*** Records for the exercise Section Begins ***
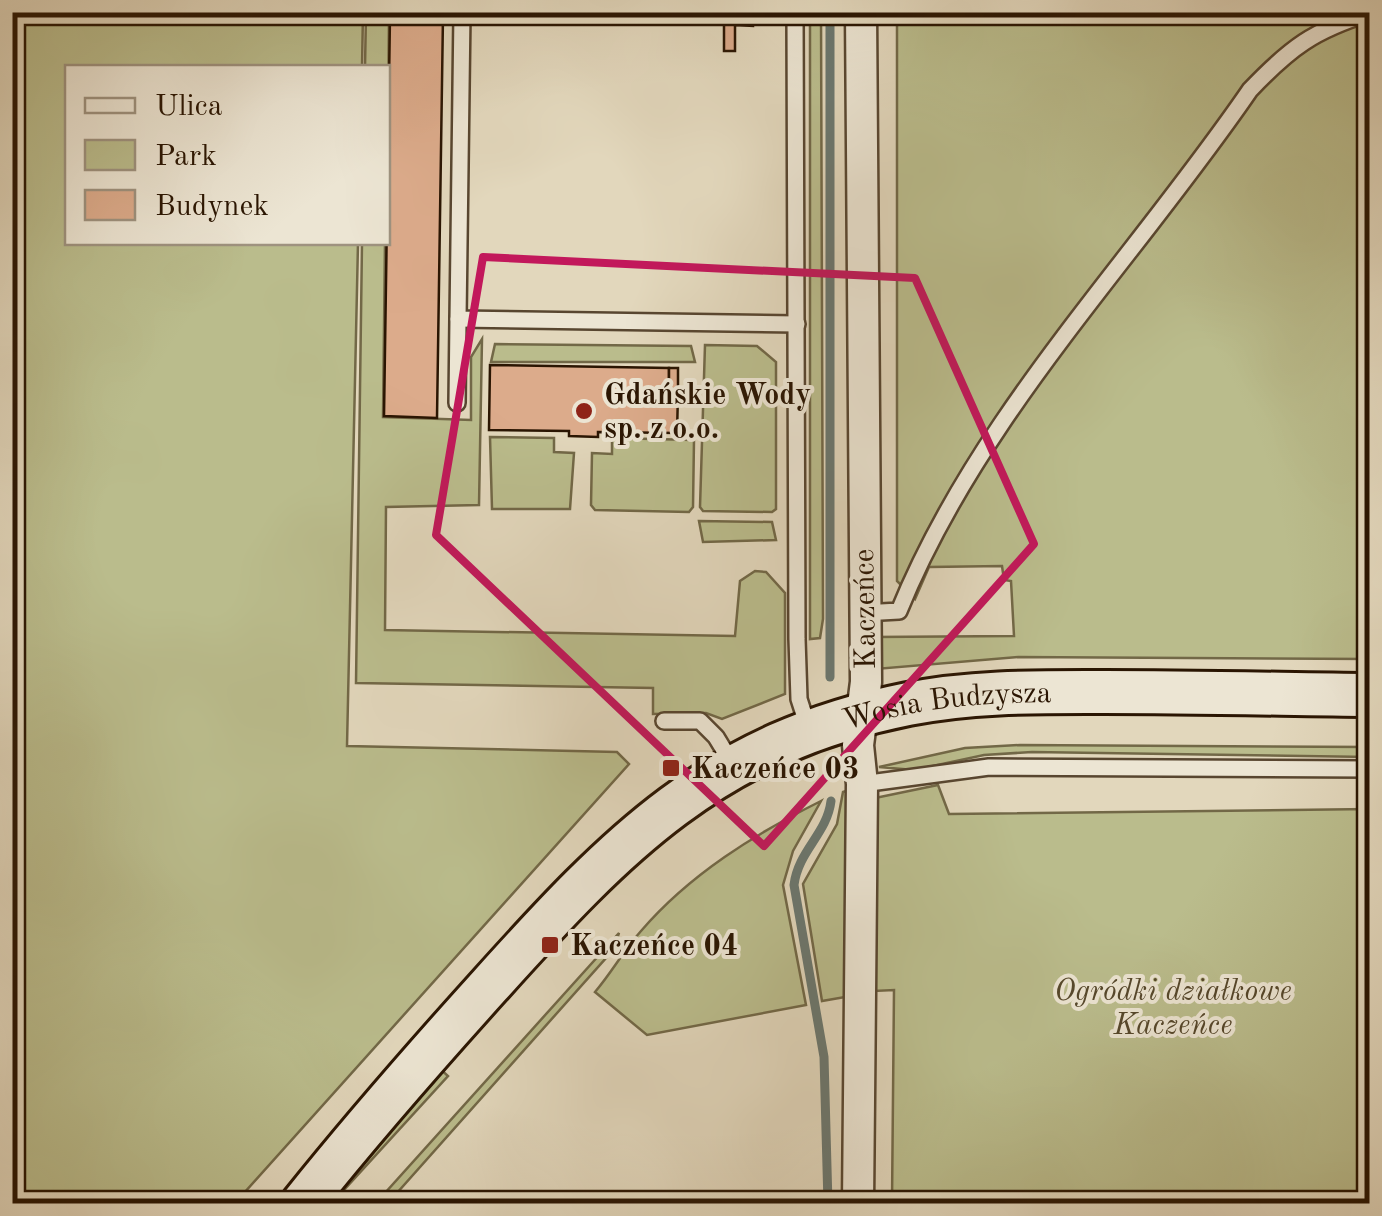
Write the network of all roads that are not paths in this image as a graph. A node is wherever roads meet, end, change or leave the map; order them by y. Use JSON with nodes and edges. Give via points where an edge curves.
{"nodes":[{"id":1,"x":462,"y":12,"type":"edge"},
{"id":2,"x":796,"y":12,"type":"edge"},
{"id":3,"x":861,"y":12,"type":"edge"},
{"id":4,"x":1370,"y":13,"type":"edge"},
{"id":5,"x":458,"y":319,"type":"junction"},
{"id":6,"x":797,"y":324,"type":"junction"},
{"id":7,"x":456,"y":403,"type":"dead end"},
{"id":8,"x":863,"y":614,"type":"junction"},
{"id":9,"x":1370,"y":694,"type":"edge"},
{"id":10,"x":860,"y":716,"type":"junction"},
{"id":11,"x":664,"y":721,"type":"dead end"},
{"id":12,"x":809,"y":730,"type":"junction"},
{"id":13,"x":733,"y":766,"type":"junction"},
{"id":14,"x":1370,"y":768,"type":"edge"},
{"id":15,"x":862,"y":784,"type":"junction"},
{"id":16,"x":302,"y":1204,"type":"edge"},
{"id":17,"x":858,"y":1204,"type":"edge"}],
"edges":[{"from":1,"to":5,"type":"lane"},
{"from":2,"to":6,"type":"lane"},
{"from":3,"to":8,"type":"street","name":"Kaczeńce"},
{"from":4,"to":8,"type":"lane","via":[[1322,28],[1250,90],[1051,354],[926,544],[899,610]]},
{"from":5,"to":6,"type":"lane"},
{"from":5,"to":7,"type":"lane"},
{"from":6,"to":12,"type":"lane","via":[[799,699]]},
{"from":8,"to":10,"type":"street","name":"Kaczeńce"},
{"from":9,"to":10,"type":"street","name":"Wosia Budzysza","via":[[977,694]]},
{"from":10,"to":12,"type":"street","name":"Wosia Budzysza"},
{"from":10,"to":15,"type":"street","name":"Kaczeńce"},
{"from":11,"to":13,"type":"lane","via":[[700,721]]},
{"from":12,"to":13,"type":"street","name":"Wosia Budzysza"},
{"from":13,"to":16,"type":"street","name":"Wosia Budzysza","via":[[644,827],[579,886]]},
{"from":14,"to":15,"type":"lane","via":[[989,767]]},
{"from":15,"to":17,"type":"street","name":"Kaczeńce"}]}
*** Records for the exercise Section Ends ***
Task details>
Restate each record from above word for word, excluding any picture it holds.

Exercise solution>
Write the network of all roads that are not paths in this image as a graph. A node is wherever roads meet, end, change or leave the map; order them by y. Use JSON with nodes and edges. Give via points where an edge curves.
{"nodes":[{"id":1,"x":462,"y":12,"type":"edge"},
{"id":2,"x":796,"y":12,"type":"edge"},
{"id":3,"x":861,"y":12,"type":"edge"},
{"id":4,"x":1370,"y":13,"type":"edge"},
{"id":5,"x":458,"y":319,"type":"junction"},
{"id":6,"x":797,"y":324,"type":"junction"},
{"id":7,"x":456,"y":403,"type":"dead end"},
{"id":8,"x":863,"y":614,"type":"junction"},
{"id":9,"x":1370,"y":694,"type":"edge"},
{"id":10,"x":860,"y":716,"type":"junction"},
{"id":11,"x":664,"y":721,"type":"dead end"},
{"id":12,"x":809,"y":730,"type":"junction"},
{"id":13,"x":733,"y":766,"type":"junction"},
{"id":14,"x":1370,"y":768,"type":"edge"},
{"id":15,"x":862,"y":784,"type":"junction"},
{"id":16,"x":302,"y":1204,"type":"edge"},
{"id":17,"x":858,"y":1204,"type":"edge"}],
"edges":[{"from":1,"to":5,"type":"lane"},
{"from":2,"to":6,"type":"lane"},
{"from":3,"to":8,"type":"street","name":"Kaczeńce"},
{"from":4,"to":8,"type":"lane","via":[[1322,28],[1250,90],[1051,354],[926,544],[899,610]]},
{"from":5,"to":6,"type":"lane"},
{"from":5,"to":7,"type":"lane"},
{"from":6,"to":12,"type":"lane","via":[[799,699]]},
{"from":8,"to":10,"type":"street","name":"Kaczeńce"},
{"from":9,"to":10,"type":"street","name":"Wosia Budzysza","via":[[977,694]]},
{"from":10,"to":12,"type":"street","name":"Wosia Budzysza"},
{"from":10,"to":15,"type":"street","name":"Kaczeńce"},
{"from":11,"to":13,"type":"lane","via":[[700,721]]},
{"from":12,"to":13,"type":"street","name":"Wosia Budzysza"},
{"from":13,"to":16,"type":"street","name":"Wosia Budzysza","via":[[644,827],[579,886]]},
{"from":14,"to":15,"type":"lane","via":[[989,767]]},
{"from":15,"to":17,"type":"street","name":"Kaczeńce"}]}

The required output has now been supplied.